The VLCC market has already seen demand increase in the Middle East; towards the end of last year the number of spot market cargoes lifted in the Arabian Gulf reached a similar level to those experienced in 2019, before the COVID-19 pandemic.

In 4Q 2021 we counted an average of 157 VLCC spot cargoes lifted in the region per month. This trend looks set to continue into this year. In January we have also counted 157 VLCC liftings in the Arabian Gulf and on the Tankers International VLCC Fixture App we note that fixtures are surpassing the expected numbers for the month.

With oil production projected to ramp up through the course of 2022 we expect to see further expansions in tanker demand, not only in the Arabian Gulf but globally. Preliminary data (available via the Tankers International VLCC Fixture App) shows that the lifting programme in West Africa is also larger than expected in January and the same is the case for the US Gulf and South America region.

While the Arabian Gulf volumes are important to the VLCC market and a very good indicator of the general health of vessel demand, crude oil shipped from the Atlantic Basin tends to carry greater tonne miles, employ vessels for longer periods and ultimately reduce tonnage availability across the globe.

The VLCC market is moving towards an equilibrium where demand is closing in on supply, thereby reducing tonnage availability per cargo which should in turn translate into better freight rates.

Historically Low VLCC Orderbook Drives Market Optimism

The VLCC orderbook is at a historically low level, with the segment making up just 8% of the global trading fleet. This metric supports our positive freight market outlook for 2022. With many shipyards reporting limited availability in the next couple of years, it is unlikely that many new VLCC orders will be placed for delivery in 2022-2024. This means we have a good grasp of expected fleet additions for this time frame.

The VLCC orderbook is shrinking on the back of a slowdown in tanker contracting. This is driven by several factors. The oil tanker sector has gone through a period of very low earnings. Most VLCC owners have been far from breaking even on most of their vessels, making it difficult to justify investing in new tonnage. Secondly, the shortage of large vessel slots in reputable yards has pushed prices up. An earnings boom in the container and dry bulk sectors has encouraged contracting in these segments, filling up yard capacity fast. Another driving force is the uncertainty around the longevity of any engine design decisions made today and how to ensure newbuilt vessels will successfully navigate a low-carbon future.
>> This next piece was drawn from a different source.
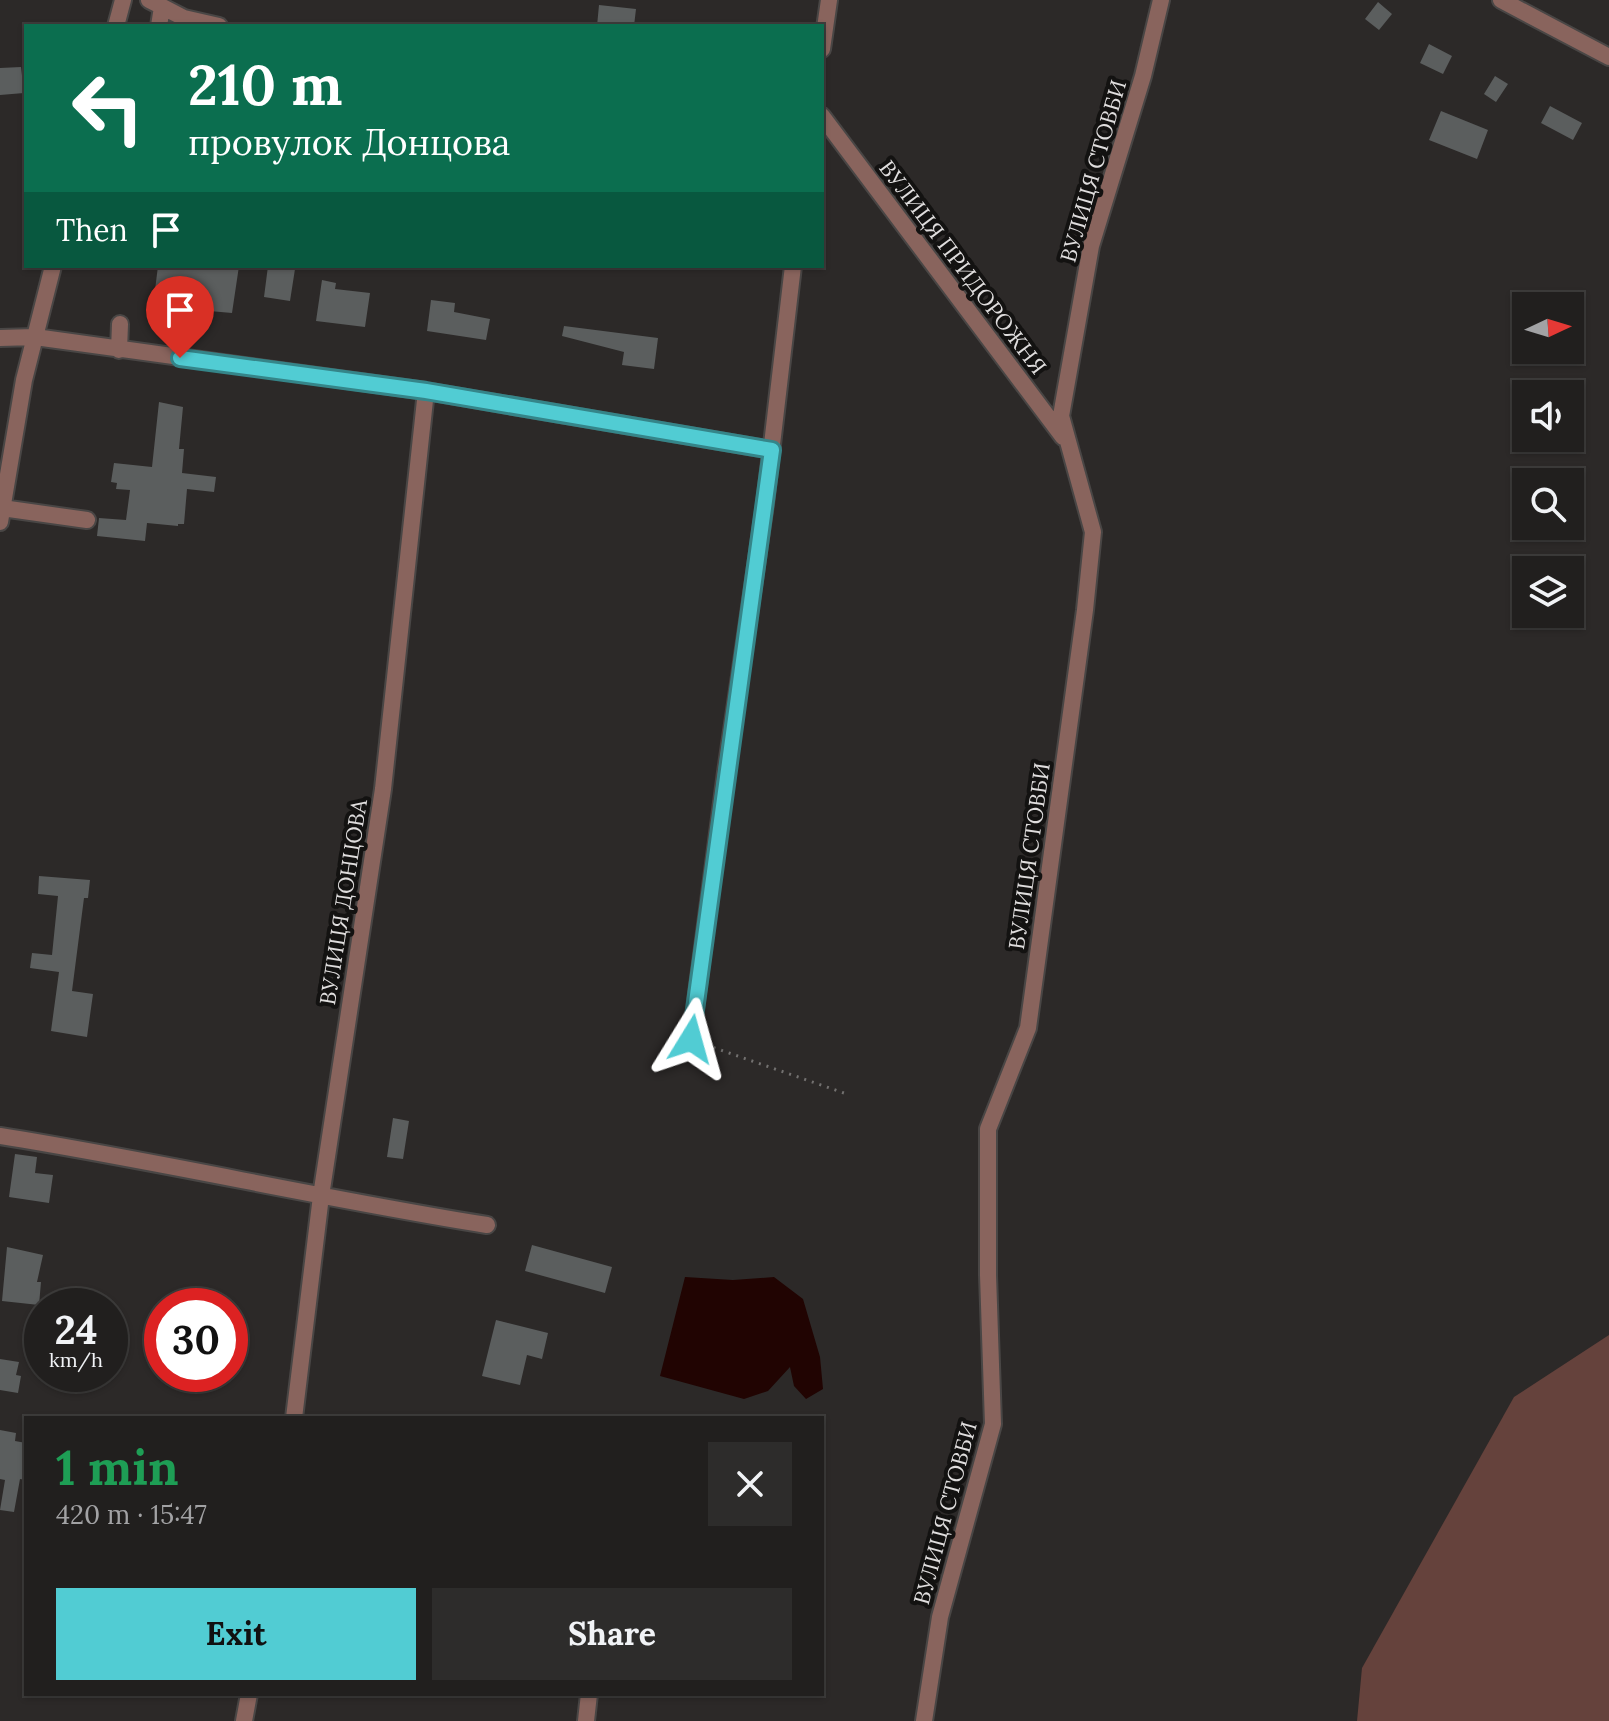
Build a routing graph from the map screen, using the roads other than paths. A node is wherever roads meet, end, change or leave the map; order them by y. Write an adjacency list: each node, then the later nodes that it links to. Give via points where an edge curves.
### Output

With low fleet growth expected over the next few years the VLCC market is moving closer to an equilibrium between vessel supply and demand. Vessel demand has already started to see signs of a sustained recovery. The demand for oil is picking up across the world and OPEC and its allies are determined to maintain their original schedule of incremental monthly oil production increases.

As more oil is moved around the globe, the demand for oil tankers will benefit. We are optimistic about 2022 and believe that this is the year we will see a positive shift in the VLCC freight market.